BRIEF DESCRIPTION OF THE DRAWINGS
[0010] FIG. 1 is a schematic block diagram of the encoding of the
H264 encoder;
[0011] FIG. 2 is a flow chart illustrating the process of encoding
the type of the slice during a reuse at frame or field level in the
method for H264 transcoding with code stream information reuse
according to an embodiment of the present invention;
[0012] FIG. 3 is a stream chart illustrating the process of reuse
at macroblock level in the method for H264 transcoding with code
stream information reuse according to an embodiment of the present
invention.
SPECIFIC MODE FOR CARRYING OUT THE INVENTION
[0013] Hereinafter, the embodiments of the present invention will
be described in further details in combination with drawings and
examples. The embodiments below are used for describing the present
invention only, but not for limiting the scope thereof.
[0014] In the conversion process of the present invention, if the
transcoding output and the resolution of the image sequence of the
original code stream are unchanged, the prior information at frame
or field level, slice level and macroblock level in the original
code stream which are relevant to the inherent properties of an
image, such as the motion degree of video sequence, the precision
of details, are utilized. Such information is used to reduce the
time for analysis at macroblock level, to accelerate the recoding
process, and to keep the efficiency loss of compression relatively
smaller. Considering the concision of description, hereinafter the
term "frame" is used for representing "frame" and "field" both. In
the following, the present invention will be further described
mainly by taking the transcoding from H264 to H264 as examples.
[0015] As shown in FIG. 1, it is a block diagram illustrating the
encoding process of the H264 encoder. The method of the present
invention reuses the ME (motion estimate, i.e. the inter macroblock
information), Intra prediction selection and code stream
information of Intra-frame prediction part for encoding, and
processes the frame index of the decoder; other parts such as MC
(motion compensation), T (DCT) and Q (quantification) are all
encoded according to encoding methods of prior art.

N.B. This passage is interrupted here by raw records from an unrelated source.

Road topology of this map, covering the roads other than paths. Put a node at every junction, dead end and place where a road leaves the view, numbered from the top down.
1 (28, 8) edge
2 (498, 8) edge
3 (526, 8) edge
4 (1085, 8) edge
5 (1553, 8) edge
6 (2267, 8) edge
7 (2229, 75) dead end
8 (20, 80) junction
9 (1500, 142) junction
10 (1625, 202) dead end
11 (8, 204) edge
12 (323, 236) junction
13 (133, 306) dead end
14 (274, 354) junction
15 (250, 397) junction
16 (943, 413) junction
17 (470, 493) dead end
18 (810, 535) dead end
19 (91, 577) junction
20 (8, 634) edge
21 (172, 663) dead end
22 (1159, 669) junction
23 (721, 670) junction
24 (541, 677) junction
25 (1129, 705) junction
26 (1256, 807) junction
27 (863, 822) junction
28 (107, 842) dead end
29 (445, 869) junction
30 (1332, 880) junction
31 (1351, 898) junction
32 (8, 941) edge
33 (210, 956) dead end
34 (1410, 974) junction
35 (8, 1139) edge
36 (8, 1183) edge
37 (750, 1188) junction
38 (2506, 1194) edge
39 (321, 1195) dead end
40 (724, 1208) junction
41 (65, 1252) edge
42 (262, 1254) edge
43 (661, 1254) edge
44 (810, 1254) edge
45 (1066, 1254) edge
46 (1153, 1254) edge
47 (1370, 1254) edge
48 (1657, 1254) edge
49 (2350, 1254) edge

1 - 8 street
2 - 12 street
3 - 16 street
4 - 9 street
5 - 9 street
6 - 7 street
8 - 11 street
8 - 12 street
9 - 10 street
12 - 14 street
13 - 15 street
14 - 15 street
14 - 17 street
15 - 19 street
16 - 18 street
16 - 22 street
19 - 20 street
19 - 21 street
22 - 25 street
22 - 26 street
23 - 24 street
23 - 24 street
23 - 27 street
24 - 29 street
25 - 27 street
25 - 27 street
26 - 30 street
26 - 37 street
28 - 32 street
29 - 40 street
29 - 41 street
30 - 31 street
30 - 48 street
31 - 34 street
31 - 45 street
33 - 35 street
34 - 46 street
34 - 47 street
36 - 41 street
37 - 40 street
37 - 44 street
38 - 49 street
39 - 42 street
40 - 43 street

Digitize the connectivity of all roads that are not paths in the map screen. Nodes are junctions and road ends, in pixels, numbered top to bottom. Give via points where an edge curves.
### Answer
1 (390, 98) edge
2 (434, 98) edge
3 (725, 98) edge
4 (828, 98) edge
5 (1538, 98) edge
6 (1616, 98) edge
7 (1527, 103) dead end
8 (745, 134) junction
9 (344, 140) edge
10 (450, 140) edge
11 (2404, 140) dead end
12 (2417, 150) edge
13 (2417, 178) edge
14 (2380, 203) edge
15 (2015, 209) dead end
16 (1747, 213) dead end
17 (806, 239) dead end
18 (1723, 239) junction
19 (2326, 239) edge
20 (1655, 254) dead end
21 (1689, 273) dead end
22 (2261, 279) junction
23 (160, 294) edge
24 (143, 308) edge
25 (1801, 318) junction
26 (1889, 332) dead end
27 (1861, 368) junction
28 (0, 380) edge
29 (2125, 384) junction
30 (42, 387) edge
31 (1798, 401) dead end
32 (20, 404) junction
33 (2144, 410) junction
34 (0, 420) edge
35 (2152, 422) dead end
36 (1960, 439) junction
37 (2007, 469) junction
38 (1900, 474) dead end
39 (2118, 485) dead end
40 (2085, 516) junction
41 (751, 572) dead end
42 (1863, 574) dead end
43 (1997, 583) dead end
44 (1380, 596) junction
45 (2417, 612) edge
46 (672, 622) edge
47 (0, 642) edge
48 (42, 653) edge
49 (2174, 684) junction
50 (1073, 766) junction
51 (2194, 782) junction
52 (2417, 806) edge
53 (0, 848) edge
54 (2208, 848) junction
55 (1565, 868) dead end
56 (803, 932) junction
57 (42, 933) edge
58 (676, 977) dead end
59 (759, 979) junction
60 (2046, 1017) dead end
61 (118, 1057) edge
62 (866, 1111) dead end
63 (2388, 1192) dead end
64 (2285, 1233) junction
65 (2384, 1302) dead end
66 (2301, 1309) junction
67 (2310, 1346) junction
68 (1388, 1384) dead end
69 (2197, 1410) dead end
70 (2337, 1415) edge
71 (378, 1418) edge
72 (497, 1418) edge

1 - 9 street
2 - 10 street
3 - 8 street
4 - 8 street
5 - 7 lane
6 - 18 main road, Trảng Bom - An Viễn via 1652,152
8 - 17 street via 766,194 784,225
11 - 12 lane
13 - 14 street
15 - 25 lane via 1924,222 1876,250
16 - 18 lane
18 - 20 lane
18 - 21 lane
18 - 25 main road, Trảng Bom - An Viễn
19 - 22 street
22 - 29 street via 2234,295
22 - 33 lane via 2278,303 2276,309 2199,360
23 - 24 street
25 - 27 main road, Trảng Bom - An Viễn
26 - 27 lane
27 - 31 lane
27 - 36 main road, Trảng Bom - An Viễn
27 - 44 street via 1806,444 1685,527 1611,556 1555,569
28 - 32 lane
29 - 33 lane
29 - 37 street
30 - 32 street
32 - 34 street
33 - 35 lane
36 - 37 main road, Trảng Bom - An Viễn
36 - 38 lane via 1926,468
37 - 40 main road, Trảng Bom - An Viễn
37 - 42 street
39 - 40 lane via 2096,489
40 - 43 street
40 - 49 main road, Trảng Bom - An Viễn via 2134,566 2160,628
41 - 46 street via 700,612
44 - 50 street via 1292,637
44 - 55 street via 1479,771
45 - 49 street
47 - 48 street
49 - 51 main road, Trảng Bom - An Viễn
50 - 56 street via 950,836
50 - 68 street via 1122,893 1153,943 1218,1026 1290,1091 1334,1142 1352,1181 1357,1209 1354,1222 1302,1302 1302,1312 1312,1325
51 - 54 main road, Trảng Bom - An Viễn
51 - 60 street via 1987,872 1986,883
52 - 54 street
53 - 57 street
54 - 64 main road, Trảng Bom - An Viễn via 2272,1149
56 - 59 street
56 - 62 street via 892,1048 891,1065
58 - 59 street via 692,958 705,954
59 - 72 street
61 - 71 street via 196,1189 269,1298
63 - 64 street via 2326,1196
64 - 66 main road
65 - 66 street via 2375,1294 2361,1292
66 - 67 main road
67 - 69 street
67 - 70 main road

[0016] During the decoding process, a frame that is decoded from
the original code stream is counted, and the current output frame
is marked with the count value. During the encoding process, since
the information of the original code stream at macroblock level is
to be reused, the slice type of every frame of the image of the
encoder must be consistent with that of the original code stream,
otherwise it would be impossible to reuse the information of motion
vector of Inter macroblock and so on. The encoder encodes the slice
type of the current frame to be consistent with that of the
original code stream. When encoding the code stream information at
macroblock level, the code stream information of the original code
stream at macroblock level is reused.
[0017] The step in which the slice type of the current frame is
encoded by the encoder to be consistent with that of the original
code stream is shown as FIG. 2, which comprises:
[0018] Step S201, inputting NAL.
[0019] Step S202, determining whether nal_unit_type of NAL equals
to 5; if so, proceeding with step S203; if not, proceeding with
step S204.
[0020] Step S203, encoding all slices of the current frame as IDR
slices.
[0021] Step S204, determining whether the type of the slice of the
frame of the original code stream is B slice; if yes, proceeding
with step S206; if not, proceeding with step S205.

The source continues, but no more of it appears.